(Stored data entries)
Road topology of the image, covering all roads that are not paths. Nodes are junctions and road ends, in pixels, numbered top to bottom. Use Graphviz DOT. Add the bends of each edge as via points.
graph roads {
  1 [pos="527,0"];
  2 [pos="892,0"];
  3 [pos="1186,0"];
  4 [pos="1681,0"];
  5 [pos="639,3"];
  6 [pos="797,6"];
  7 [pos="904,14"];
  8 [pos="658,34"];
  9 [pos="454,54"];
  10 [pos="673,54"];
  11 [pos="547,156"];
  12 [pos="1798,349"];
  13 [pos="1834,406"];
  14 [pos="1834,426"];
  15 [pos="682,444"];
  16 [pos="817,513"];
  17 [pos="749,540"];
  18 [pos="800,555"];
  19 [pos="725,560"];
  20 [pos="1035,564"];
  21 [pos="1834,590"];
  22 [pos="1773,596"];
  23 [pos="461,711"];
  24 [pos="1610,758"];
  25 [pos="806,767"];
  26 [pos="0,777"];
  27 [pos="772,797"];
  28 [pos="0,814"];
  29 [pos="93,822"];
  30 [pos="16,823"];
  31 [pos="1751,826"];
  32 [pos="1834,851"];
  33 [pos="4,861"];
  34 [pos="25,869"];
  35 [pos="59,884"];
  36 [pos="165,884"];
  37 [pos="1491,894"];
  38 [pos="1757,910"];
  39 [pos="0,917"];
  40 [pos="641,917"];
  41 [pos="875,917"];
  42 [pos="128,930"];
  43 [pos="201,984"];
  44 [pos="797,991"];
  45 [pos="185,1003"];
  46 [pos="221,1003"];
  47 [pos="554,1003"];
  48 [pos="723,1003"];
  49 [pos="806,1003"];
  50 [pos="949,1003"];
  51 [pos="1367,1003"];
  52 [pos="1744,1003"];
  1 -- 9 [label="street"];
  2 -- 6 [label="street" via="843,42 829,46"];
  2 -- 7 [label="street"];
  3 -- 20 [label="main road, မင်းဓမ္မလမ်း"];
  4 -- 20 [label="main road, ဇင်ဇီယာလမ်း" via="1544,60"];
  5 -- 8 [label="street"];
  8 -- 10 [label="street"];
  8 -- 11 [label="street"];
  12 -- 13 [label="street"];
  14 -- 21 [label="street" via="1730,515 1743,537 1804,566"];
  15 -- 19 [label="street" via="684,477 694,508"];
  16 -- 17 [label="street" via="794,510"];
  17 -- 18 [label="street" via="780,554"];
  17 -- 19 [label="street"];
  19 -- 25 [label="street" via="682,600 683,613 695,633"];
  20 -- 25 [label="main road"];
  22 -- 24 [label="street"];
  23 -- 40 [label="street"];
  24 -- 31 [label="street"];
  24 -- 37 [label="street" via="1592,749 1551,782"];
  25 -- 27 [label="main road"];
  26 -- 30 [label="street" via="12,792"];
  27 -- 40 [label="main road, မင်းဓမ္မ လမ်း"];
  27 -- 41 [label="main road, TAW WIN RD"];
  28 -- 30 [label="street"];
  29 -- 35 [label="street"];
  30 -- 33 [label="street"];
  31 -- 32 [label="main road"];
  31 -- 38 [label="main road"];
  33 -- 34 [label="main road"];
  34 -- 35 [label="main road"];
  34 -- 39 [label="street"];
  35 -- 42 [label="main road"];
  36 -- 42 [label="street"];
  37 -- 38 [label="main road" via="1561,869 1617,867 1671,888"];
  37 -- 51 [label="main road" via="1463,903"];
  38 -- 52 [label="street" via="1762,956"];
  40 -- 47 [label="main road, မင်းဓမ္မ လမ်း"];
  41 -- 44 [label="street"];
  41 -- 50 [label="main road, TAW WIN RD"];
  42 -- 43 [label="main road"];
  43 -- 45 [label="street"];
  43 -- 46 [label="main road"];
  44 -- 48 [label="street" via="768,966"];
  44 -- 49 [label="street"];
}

• **Work item**:
Return every line above exactly.

• **Solved problem**:
Road topology of the image, covering all roads that are not paths. Nodes are junctions and road ends, in pixels, numbered top to bottom. Use Graphviz DOT. Add the bends of each edge as via points.
graph roads {
  1 [pos="527,0"];
  2 [pos="892,0"];
  3 [pos="1186,0"];
  4 [pos="1681,0"];
  5 [pos="639,3"];
  6 [pos="797,6"];
  7 [pos="904,14"];
  8 [pos="658,34"];
  9 [pos="454,54"];
  10 [pos="673,54"];
  11 [pos="547,156"];
  12 [pos="1798,349"];
  13 [pos="1834,406"];
  14 [pos="1834,426"];
  15 [pos="682,444"];
  16 [pos="817,513"];
  17 [pos="749,540"];
  18 [pos="800,555"];
  19 [pos="725,560"];
  20 [pos="1035,564"];
  21 [pos="1834,590"];
  22 [pos="1773,596"];
  23 [pos="461,711"];
  24 [pos="1610,758"];
  25 [pos="806,767"];
  26 [pos="0,777"];
  27 [pos="772,797"];
  28 [pos="0,814"];
  29 [pos="93,822"];
  30 [pos="16,823"];
  31 [pos="1751,826"];
  32 [pos="1834,851"];
  33 [pos="4,861"];
  34 [pos="25,869"];
  35 [pos="59,884"];
  36 [pos="165,884"];
  37 [pos="1491,894"];
  38 [pos="1757,910"];
  39 [pos="0,917"];
  40 [pos="641,917"];
  41 [pos="875,917"];
  42 [pos="128,930"];
  43 [pos="201,984"];
  44 [pos="797,991"];
  45 [pos="185,1003"];
  46 [pos="221,1003"];
  47 [pos="554,1003"];
  48 [pos="723,1003"];
  49 [pos="806,1003"];
  50 [pos="949,1003"];
  51 [pos="1367,1003"];
  52 [pos="1744,1003"];
  1 -- 9 [label="street"];
  2 -- 6 [label="street" via="843,42 829,46"];
  2 -- 7 [label="street"];
  3 -- 20 [label="main road, မင်းဓမ္မလမ်း"];
  4 -- 20 [label="main road, ဇင်ဇီယာလမ်း" via="1544,60"];
  5 -- 8 [label="street"];
  8 -- 10 [label="street"];
  8 -- 11 [label="street"];
  12 -- 13 [label="street"];
  14 -- 21 [label="street" via="1730,515 1743,537 1804,566"];
  15 -- 19 [label="street" via="684,477 694,508"];
  16 -- 17 [label="street" via="794,510"];
  17 -- 18 [label="street" via="780,554"];
  17 -- 19 [label="street"];
  19 -- 25 [label="street" via="682,600 683,613 695,633"];
  20 -- 25 [label="main road"];
  22 -- 24 [label="street"];
  23 -- 40 [label="street"];
  24 -- 31 [label="street"];
  24 -- 37 [label="street" via="1592,749 1551,782"];
  25 -- 27 [label="main road"];
  26 -- 30 [label="street" via="12,792"];
  27 -- 40 [label="main road, မင်းဓမ္မ လမ်း"];
  27 -- 41 [label="main road, TAW WIN RD"];
  28 -- 30 [label="street"];
  29 -- 35 [label="street"];
  30 -- 33 [label="street"];
  31 -- 32 [label="main road"];
  31 -- 38 [label="main road"];
  33 -- 34 [label="main road"];
  34 -- 35 [label="main road"];
  34 -- 39 [label="street"];
  35 -- 42 [label="main road"];
  36 -- 42 [label="street"];
  37 -- 38 [label="main road" via="1561,869 1617,867 1671,888"];
  37 -- 51 [label="main road" via="1463,903"];
  38 -- 52 [label="street" via="1762,956"];
  40 -- 47 [label="main road, မင်းဓမ္မ လမ်း"];
  41 -- 44 [label="street"];
  41 -- 50 [label="main road, TAW WIN RD"];
  42 -- 43 [label="main road"];
  43 -- 45 [label="street"];
  43 -- 46 [label="main road"];
  44 -- 48 [label="street" via="768,966"];
  44 -- 49 [label="street"];
}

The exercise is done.